WHAT YOU SHOULD DO: Look over the listing below and report how many of its lines contain the string "Number", with no other words.

MATERIAL SHOWN:
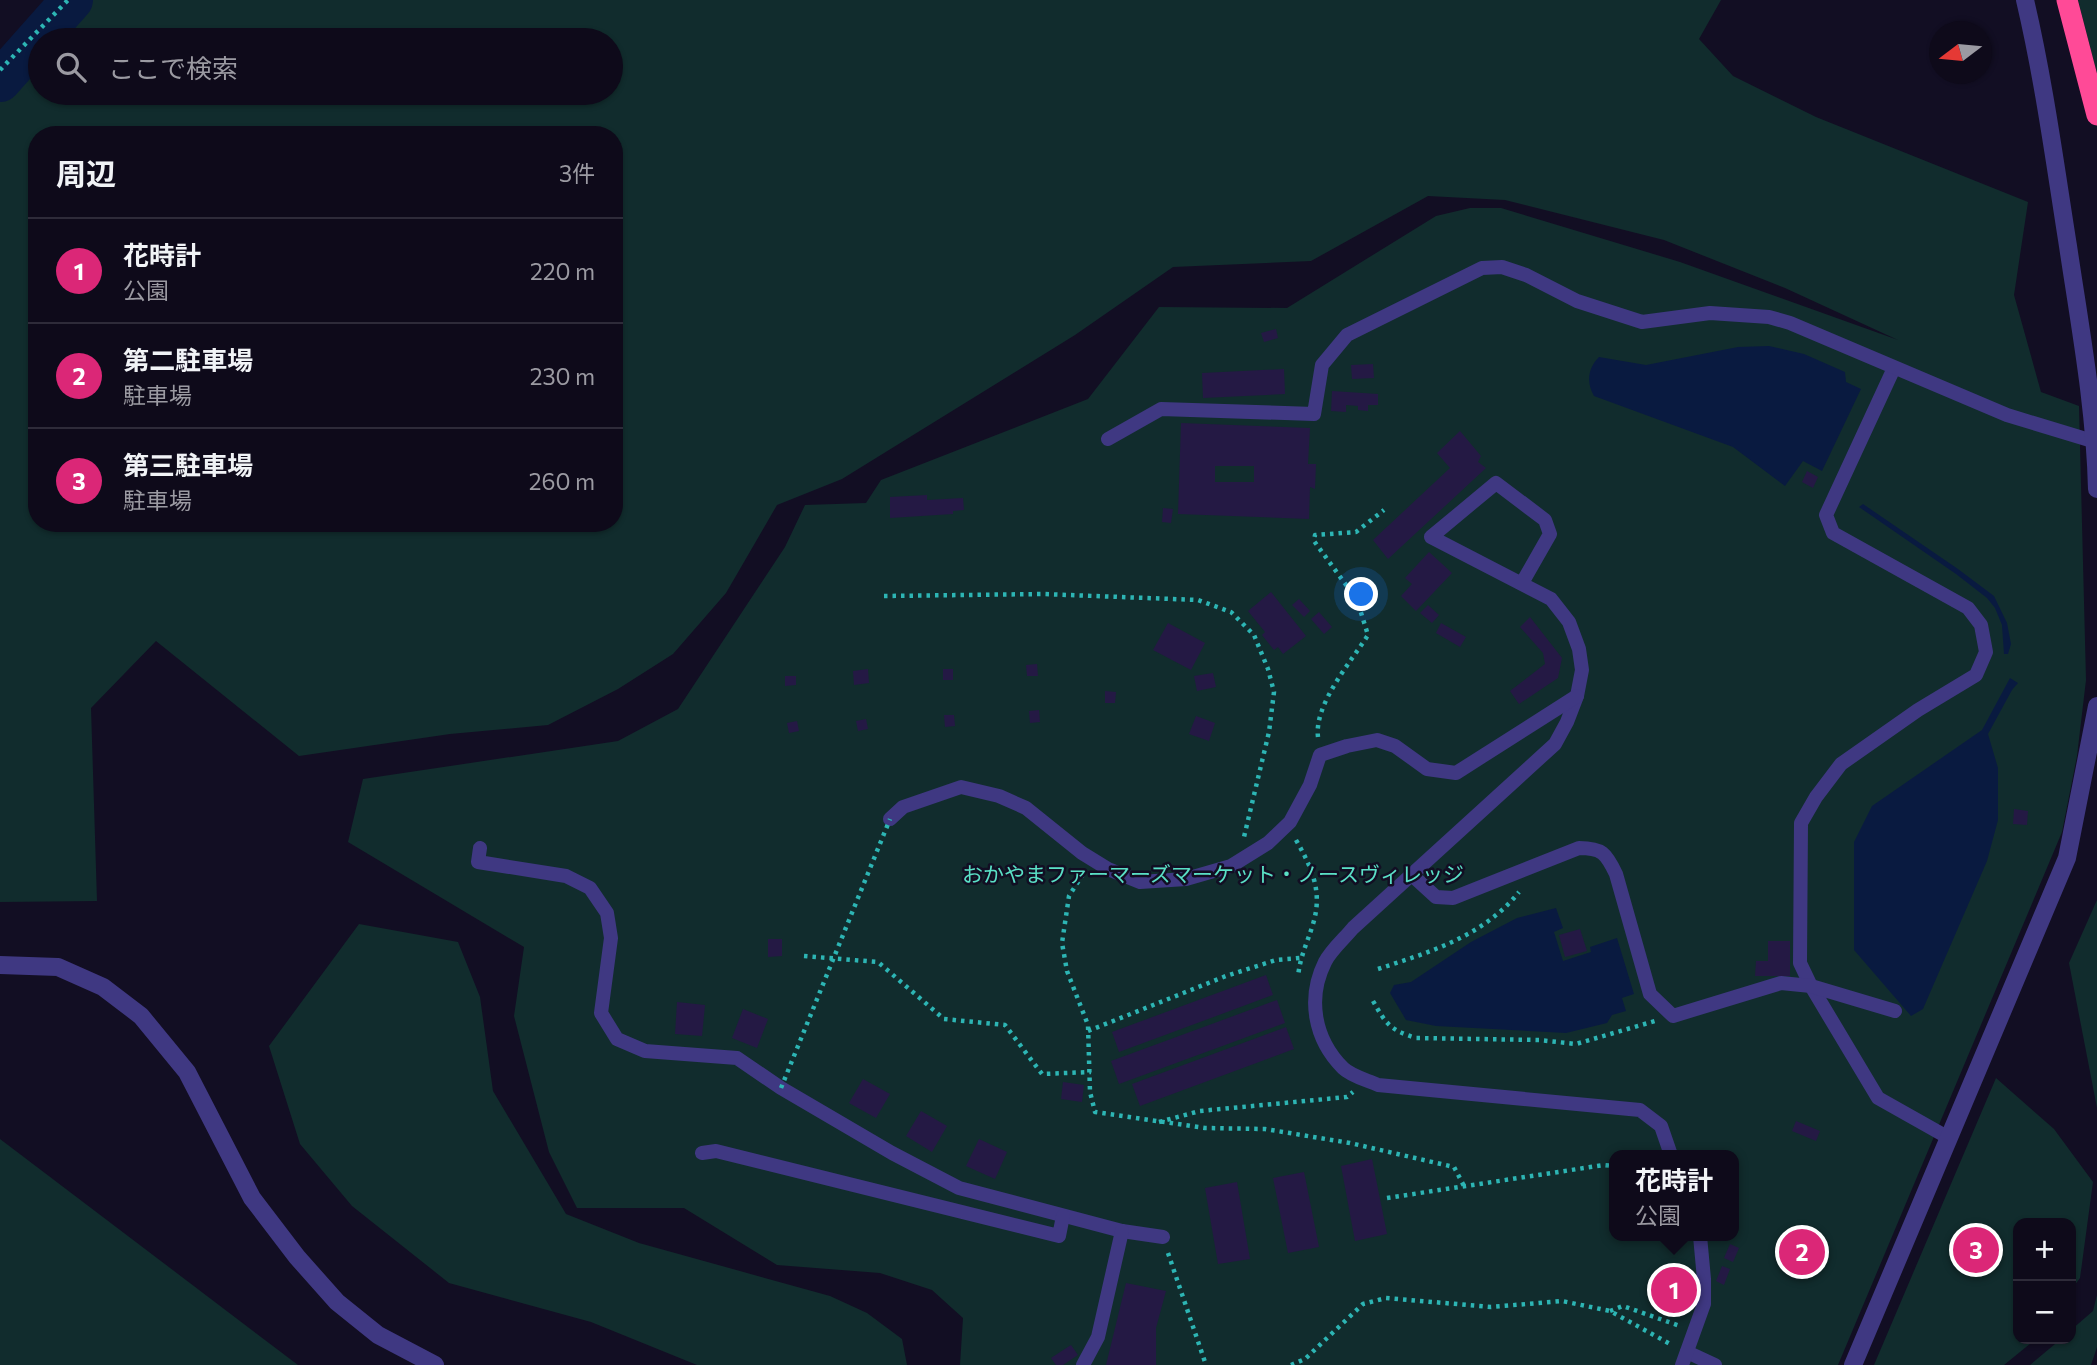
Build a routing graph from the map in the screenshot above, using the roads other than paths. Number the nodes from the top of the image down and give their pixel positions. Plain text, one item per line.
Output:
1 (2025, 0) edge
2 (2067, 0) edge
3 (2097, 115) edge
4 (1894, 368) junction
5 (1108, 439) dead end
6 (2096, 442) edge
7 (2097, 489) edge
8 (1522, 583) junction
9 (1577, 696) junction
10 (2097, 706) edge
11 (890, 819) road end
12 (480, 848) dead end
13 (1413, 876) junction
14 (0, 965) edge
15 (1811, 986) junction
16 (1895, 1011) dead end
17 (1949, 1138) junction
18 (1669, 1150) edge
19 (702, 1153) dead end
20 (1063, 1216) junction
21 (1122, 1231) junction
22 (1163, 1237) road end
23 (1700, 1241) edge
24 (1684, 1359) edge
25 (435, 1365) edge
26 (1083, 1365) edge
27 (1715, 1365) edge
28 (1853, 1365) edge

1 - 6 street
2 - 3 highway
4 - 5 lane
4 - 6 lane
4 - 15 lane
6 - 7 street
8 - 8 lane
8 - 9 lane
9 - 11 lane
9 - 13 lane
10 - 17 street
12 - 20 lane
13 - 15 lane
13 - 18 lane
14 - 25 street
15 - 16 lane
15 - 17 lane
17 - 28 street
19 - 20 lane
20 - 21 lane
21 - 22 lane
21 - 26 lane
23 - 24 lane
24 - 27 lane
---
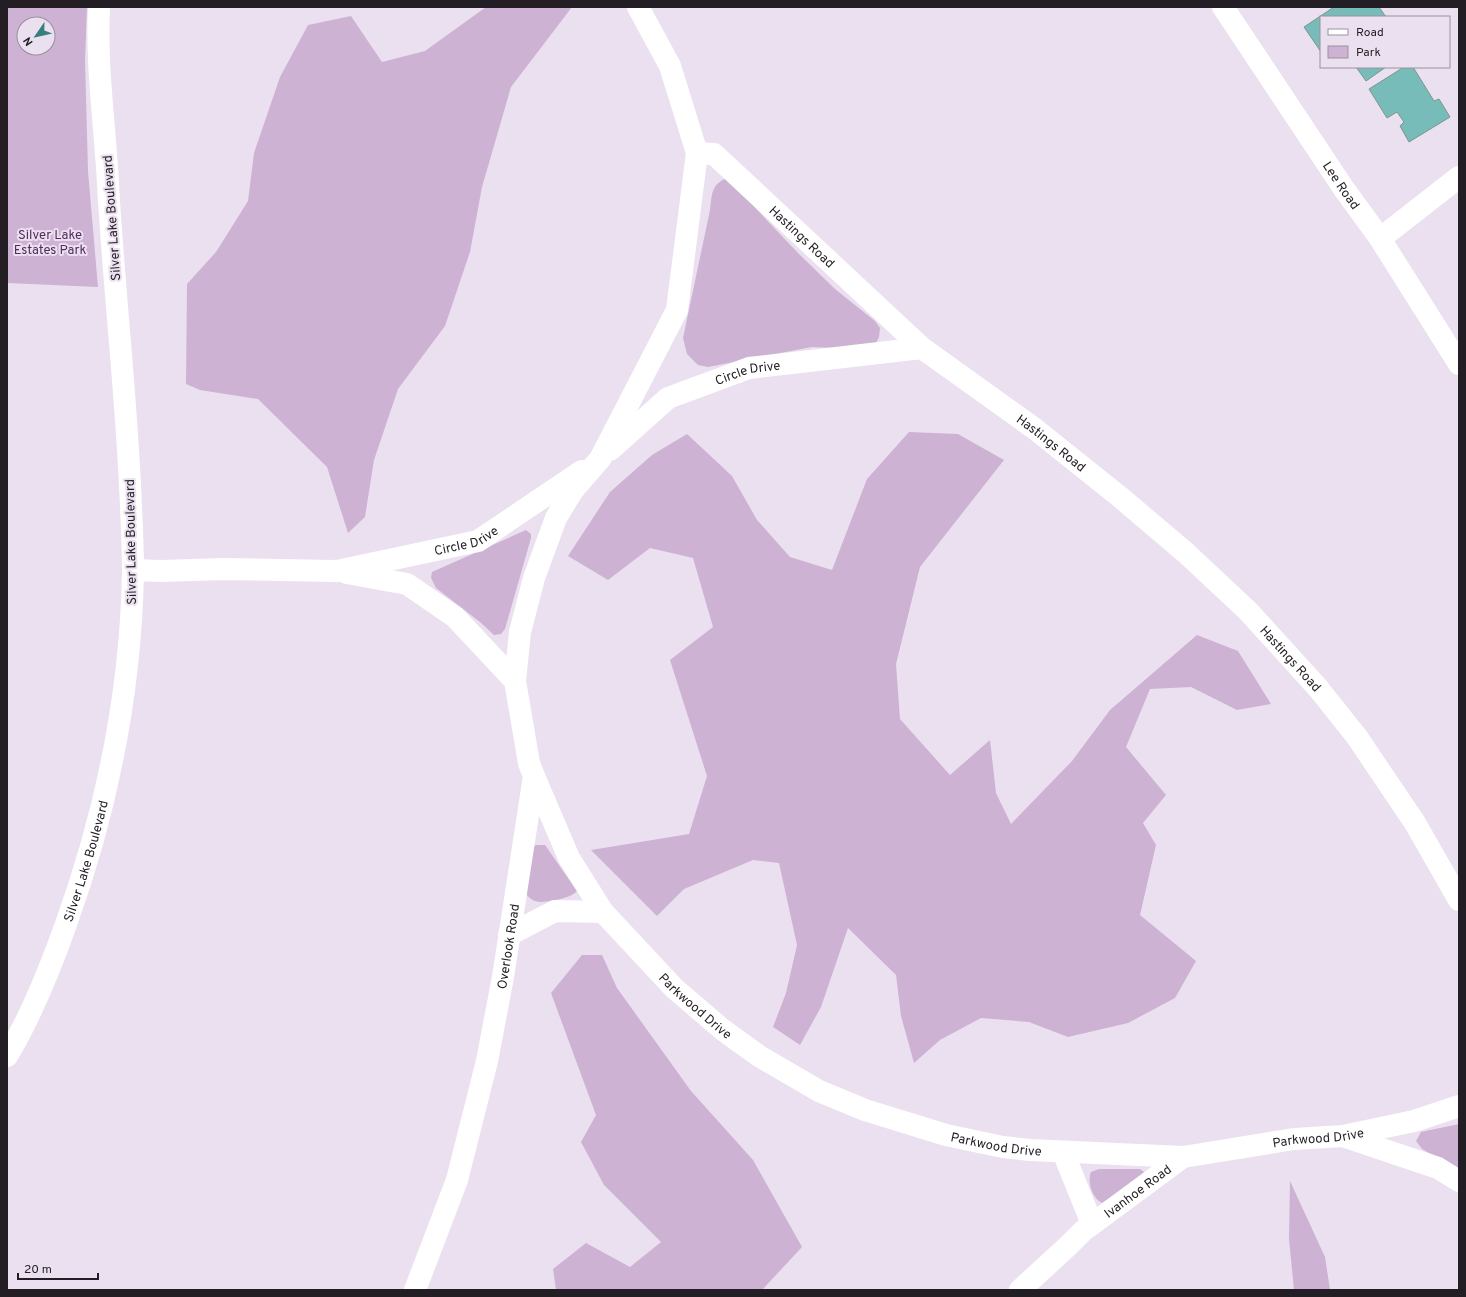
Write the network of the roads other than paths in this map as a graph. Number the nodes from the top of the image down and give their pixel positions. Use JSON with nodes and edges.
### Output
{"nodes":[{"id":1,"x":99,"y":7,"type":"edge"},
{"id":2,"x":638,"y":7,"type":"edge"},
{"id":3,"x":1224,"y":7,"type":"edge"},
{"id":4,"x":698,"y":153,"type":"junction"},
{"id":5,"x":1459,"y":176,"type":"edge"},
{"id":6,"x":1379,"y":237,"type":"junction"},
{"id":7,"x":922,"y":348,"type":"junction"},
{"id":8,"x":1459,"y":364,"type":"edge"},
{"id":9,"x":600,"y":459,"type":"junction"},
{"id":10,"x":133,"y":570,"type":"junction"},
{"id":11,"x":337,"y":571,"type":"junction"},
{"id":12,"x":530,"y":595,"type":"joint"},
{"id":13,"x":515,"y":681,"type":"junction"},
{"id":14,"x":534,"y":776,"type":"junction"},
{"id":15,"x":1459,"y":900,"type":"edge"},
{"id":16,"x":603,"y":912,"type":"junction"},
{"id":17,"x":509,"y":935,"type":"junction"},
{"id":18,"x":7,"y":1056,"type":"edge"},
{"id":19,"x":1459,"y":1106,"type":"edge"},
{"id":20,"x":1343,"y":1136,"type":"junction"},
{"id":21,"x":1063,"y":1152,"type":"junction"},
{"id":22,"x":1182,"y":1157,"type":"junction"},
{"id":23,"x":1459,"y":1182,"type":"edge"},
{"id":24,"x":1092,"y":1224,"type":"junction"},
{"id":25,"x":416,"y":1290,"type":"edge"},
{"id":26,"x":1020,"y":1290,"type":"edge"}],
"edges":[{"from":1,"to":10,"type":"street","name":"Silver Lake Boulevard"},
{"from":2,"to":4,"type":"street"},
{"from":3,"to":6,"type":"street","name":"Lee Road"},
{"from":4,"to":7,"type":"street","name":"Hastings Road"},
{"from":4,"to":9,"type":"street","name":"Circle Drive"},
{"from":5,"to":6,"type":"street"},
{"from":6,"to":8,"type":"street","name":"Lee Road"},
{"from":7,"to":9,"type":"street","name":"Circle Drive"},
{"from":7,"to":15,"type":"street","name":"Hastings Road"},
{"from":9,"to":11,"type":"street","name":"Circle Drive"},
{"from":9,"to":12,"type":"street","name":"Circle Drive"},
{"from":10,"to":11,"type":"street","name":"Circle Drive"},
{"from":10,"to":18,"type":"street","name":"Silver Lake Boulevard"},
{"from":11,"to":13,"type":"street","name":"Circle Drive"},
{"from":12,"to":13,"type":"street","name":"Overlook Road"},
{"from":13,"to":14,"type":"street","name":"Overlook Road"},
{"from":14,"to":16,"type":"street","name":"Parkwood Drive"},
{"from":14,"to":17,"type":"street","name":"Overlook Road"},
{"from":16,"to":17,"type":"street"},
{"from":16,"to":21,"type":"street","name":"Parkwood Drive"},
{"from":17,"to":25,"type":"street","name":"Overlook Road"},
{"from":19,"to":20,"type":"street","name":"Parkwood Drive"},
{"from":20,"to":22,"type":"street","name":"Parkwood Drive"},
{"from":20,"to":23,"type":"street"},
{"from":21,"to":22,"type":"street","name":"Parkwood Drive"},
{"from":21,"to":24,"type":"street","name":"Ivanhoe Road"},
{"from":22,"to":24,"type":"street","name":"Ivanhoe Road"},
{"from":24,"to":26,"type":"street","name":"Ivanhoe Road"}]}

ANSWER TO THIS PROBLEM: 2